## Your instructions
Every record below is to be restated word for word, and no picture is to be copied.

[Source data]
[Start of Attachment]

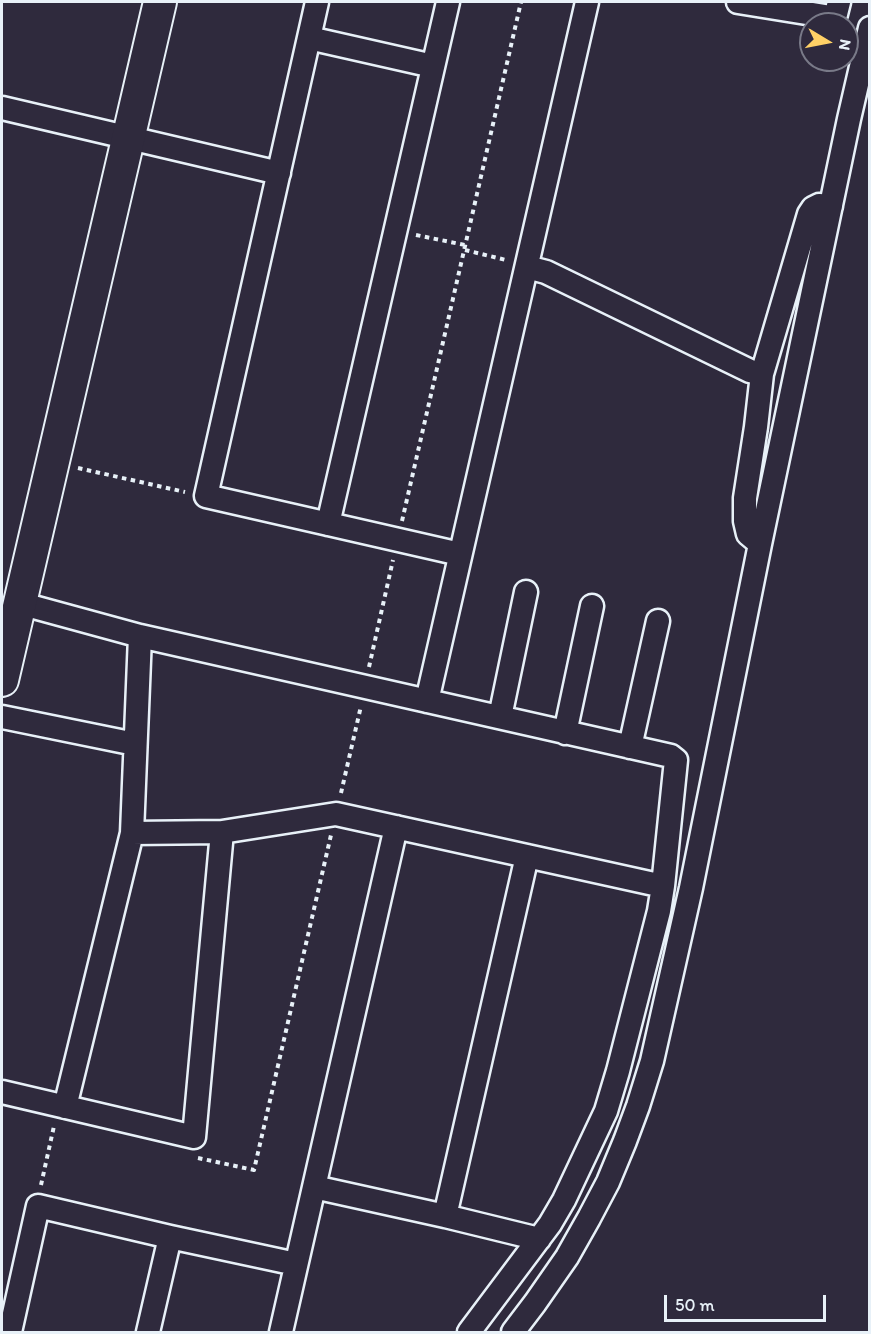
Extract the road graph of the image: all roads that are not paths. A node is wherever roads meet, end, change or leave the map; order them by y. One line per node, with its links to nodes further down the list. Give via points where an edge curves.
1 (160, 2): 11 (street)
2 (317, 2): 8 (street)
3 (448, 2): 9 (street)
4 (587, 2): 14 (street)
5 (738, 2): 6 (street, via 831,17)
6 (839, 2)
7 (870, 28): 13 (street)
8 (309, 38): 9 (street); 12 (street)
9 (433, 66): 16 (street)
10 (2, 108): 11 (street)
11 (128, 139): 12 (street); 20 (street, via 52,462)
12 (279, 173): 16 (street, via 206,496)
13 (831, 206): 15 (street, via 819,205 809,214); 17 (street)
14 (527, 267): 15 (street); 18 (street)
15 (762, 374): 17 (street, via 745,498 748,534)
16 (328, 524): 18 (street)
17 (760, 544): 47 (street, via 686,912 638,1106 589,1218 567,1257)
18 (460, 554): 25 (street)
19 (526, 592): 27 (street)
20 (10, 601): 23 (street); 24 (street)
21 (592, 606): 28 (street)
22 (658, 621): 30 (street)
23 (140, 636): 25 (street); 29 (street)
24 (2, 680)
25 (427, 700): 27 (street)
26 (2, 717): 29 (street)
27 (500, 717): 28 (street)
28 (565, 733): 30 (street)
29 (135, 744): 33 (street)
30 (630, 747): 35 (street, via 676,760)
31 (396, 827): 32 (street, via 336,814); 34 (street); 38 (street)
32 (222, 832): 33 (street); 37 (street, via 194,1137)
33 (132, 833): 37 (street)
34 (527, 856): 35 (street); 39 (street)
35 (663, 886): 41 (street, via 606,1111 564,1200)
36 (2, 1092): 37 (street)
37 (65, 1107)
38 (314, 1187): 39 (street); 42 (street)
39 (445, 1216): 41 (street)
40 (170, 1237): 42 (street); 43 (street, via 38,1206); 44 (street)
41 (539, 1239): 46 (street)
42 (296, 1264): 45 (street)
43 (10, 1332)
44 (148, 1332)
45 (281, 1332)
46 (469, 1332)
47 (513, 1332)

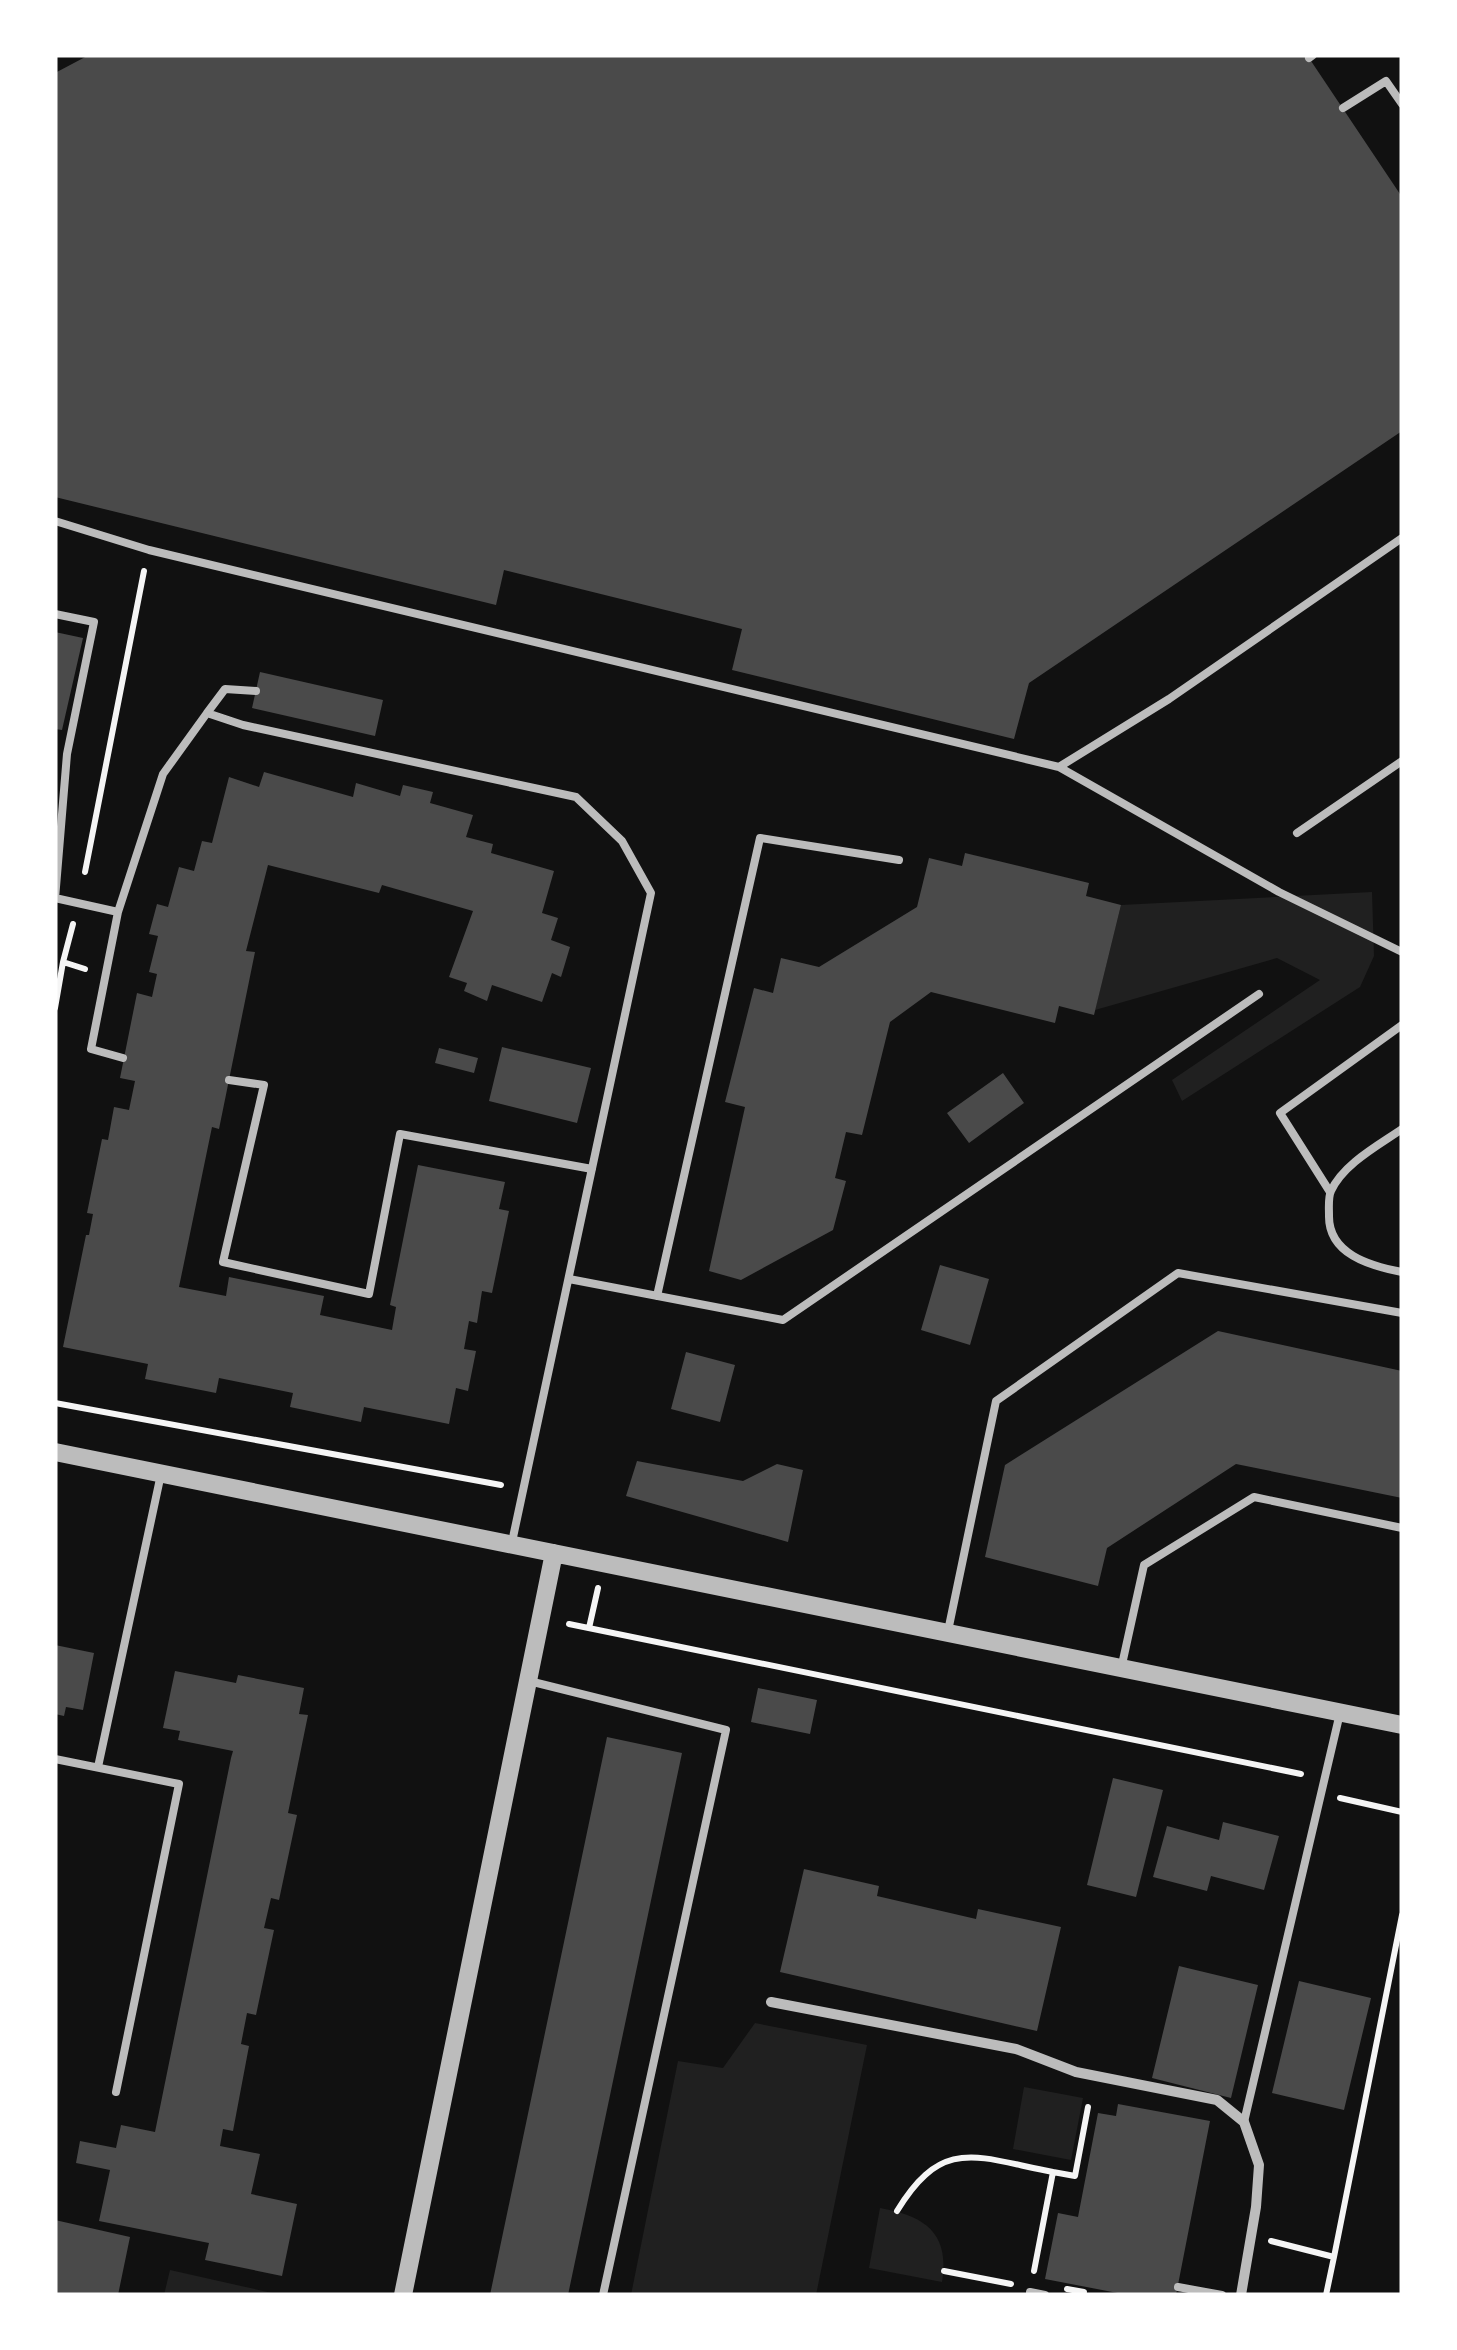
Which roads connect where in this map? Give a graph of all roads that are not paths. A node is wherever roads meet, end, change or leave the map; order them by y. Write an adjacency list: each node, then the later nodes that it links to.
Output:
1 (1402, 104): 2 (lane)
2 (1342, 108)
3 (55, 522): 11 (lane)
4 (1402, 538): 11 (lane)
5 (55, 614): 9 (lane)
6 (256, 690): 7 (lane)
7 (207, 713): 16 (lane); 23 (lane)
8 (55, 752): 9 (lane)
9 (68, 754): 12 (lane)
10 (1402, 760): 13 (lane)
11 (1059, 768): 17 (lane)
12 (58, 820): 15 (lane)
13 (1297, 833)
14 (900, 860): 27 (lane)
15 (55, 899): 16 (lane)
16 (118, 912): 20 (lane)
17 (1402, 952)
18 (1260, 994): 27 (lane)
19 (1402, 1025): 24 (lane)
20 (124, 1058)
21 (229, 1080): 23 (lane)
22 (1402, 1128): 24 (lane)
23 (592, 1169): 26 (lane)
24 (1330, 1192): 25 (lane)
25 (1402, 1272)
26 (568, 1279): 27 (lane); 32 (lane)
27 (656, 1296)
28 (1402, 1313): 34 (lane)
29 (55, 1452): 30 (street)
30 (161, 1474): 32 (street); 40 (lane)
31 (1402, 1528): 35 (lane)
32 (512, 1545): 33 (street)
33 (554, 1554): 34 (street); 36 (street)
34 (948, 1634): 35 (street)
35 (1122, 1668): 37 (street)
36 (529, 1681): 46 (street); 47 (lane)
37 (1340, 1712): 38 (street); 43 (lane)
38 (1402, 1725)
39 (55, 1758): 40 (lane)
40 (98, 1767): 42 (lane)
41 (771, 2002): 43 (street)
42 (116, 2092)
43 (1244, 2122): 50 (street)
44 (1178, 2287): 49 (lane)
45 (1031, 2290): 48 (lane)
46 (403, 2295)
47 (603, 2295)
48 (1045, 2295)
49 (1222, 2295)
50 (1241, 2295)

[End of Attachment]

## Written response
Extract the road graph of the image: all roads that are not paths. A node is wherever roads meet, end, change or leave the map; order them by y. One line per node, with its links to nodes further down the list. Give via points where an edge curves.
1 (160, 2): 11 (street)
2 (317, 2): 8 (street)
3 (448, 2): 9 (street)
4 (587, 2): 14 (street)
5 (738, 2): 6 (street, via 831,17)
6 (839, 2)
7 (870, 28): 13 (street)
8 (309, 38): 9 (street); 12 (street)
9 (433, 66): 16 (street)
10 (2, 108): 11 (street)
11 (128, 139): 12 (street); 20 (street, via 52,462)
12 (279, 173): 16 (street, via 206,496)
13 (831, 206): 15 (street, via 819,205 809,214); 17 (street)
14 (527, 267): 15 (street); 18 (street)
15 (762, 374): 17 (street, via 745,498 748,534)
16 (328, 524): 18 (street)
17 (760, 544): 47 (street, via 686,912 638,1106 589,1218 567,1257)
18 (460, 554): 25 (street)
19 (526, 592): 27 (street)
20 (10, 601): 23 (street); 24 (street)
21 (592, 606): 28 (street)
22 (658, 621): 30 (street)
23 (140, 636): 25 (street); 29 (street)
24 (2, 680)
25 (427, 700): 27 (street)
26 (2, 717): 29 (street)
27 (500, 717): 28 (street)
28 (565, 733): 30 (street)
29 (135, 744): 33 (street)
30 (630, 747): 35 (street, via 676,760)
31 (396, 827): 32 (street, via 336,814); 34 (street); 38 (street)
32 (222, 832): 33 (street); 37 (street, via 194,1137)
33 (132, 833): 37 (street)
34 (527, 856): 35 (street); 39 (street)
35 (663, 886): 41 (street, via 606,1111 564,1200)
36 (2, 1092): 37 (street)
37 (65, 1107)
38 (314, 1187): 39 (street); 42 (street)
39 (445, 1216): 41 (street)
40 (170, 1237): 42 (street); 43 (street, via 38,1206); 44 (street)
41 (539, 1239): 46 (street)
42 (296, 1264): 45 (street)
43 (10, 1332)
44 (148, 1332)
45 (281, 1332)
46 (469, 1332)
47 (513, 1332)

Which roads connect where in this map? Give a graph of all roads that are not paths. A node is wherever roads meet, end, change or leave the map; order them by y. Write an adjacency list: each node, then the later nodes that it links to.
Output:
1 (1402, 104): 2 (lane)
2 (1342, 108)
3 (55, 522): 11 (lane)
4 (1402, 538): 11 (lane)
5 (55, 614): 9 (lane)
6 (256, 690): 7 (lane)
7 (207, 713): 16 (lane); 23 (lane)
8 (55, 752): 9 (lane)
9 (68, 754): 12 (lane)
10 (1402, 760): 13 (lane)
11 (1059, 768): 17 (lane)
12 (58, 820): 15 (lane)
13 (1297, 833)
14 (900, 860): 27 (lane)
15 (55, 899): 16 (lane)
16 (118, 912): 20 (lane)
17 (1402, 952)
18 (1260, 994): 27 (lane)
19 (1402, 1025): 24 (lane)
20 (124, 1058)
21 (229, 1080): 23 (lane)
22 (1402, 1128): 24 (lane)
23 (592, 1169): 26 (lane)
24 (1330, 1192): 25 (lane)
25 (1402, 1272)
26 (568, 1279): 27 (lane); 32 (lane)
27 (656, 1296)
28 (1402, 1313): 34 (lane)
29 (55, 1452): 30 (street)
30 (161, 1474): 32 (street); 40 (lane)
31 (1402, 1528): 35 (lane)
32 (512, 1545): 33 (street)
33 (554, 1554): 34 (street); 36 (street)
34 (948, 1634): 35 (street)
35 (1122, 1668): 37 (street)
36 (529, 1681): 46 (street); 47 (lane)
37 (1340, 1712): 38 (street); 43 (lane)
38 (1402, 1725)
39 (55, 1758): 40 (lane)
40 (98, 1767): 42 (lane)
41 (771, 2002): 43 (street)
42 (116, 2092)
43 (1244, 2122): 50 (street)
44 (1178, 2287): 49 (lane)
45 (1031, 2290): 48 (lane)
46 (403, 2295)
47 (603, 2295)
48 (1045, 2295)
49 (1222, 2295)
50 (1241, 2295)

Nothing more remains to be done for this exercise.